It’s difficult to not write spoilers for Ender’s Game. A subplot featuring Ender’s siblings feels a bit contrived and bolted on, but simultaneously paints an eerily accurate portrait of today’s alternative media and it’s consumption. I’d argue this is probably the most accurate prediction in the whole novel.

The final two chapters of “Ender’s Game” were both endings. Chapter 14 gives us the twist, and then Chapter 15 gives us an open ended resolution. In the spirit of being spoiler-free, I’d check out the last line of the book and remember that one of the permeating themes throughout it is “manipulation”. Ironic.

Even with revision, a few things continue to date this novel.

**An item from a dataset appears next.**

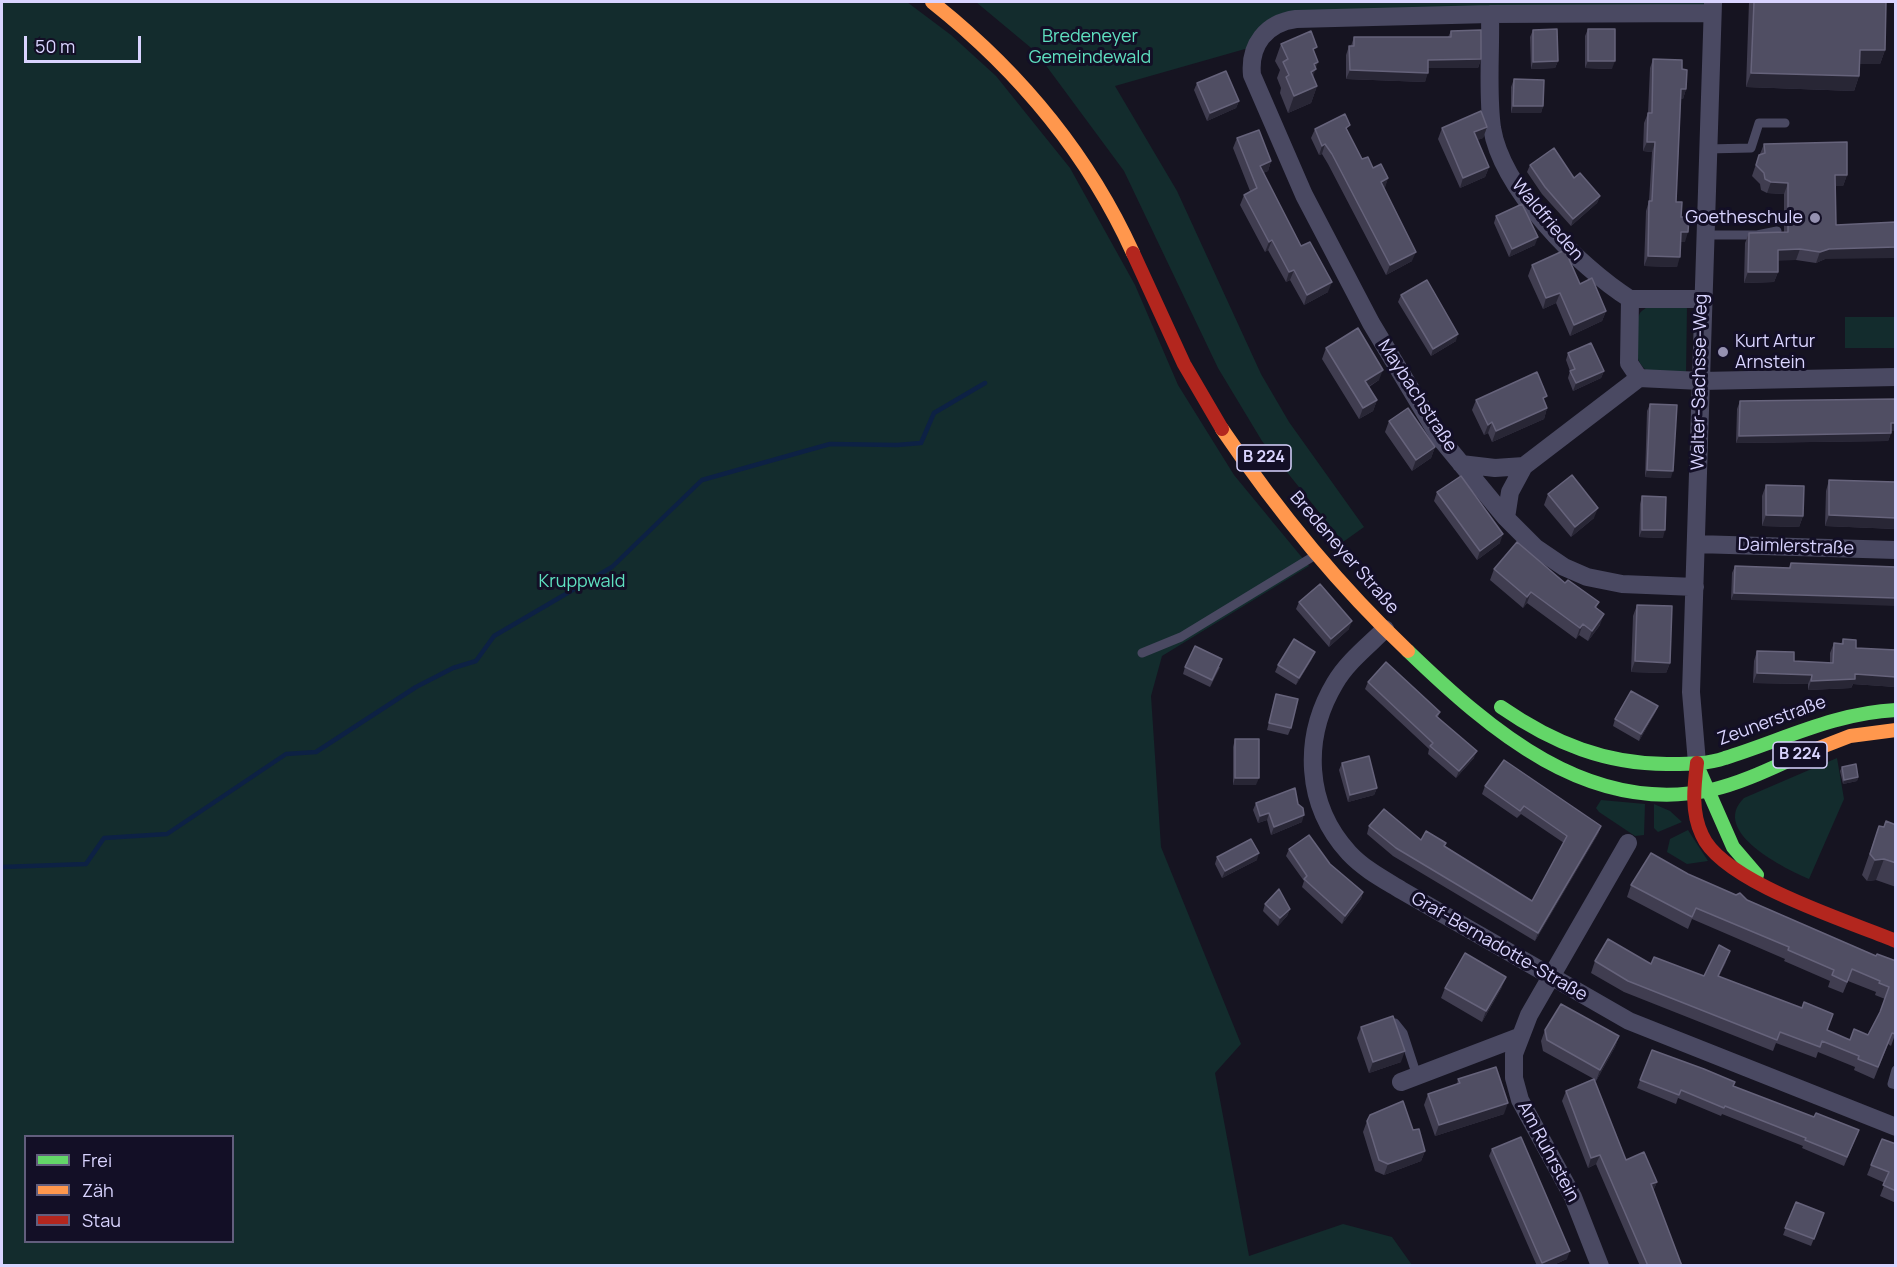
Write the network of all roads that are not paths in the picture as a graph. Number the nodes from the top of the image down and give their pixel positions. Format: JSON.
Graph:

Originally (and ironically) I think they were meant to add variety/diversity to the cast of characters, but in execution they were just racial slurs and stereotypes.

I mentioned that the sibling subplot feels contrived, and the final chapter is no exception. The open-endedness of this chapter feels like it was written after Card had ideas for sequels. The otherwise unnecessary sibling subplot feels bolted on to support this ending. I found a few plot holes regarding the ending that bothered me enough to Google them. I was glad to see that I wasn’t the only one to be bothered by them, else I figured I had missed details that explained them away. Apparently OSC addresses them in the sequels, and that’s good.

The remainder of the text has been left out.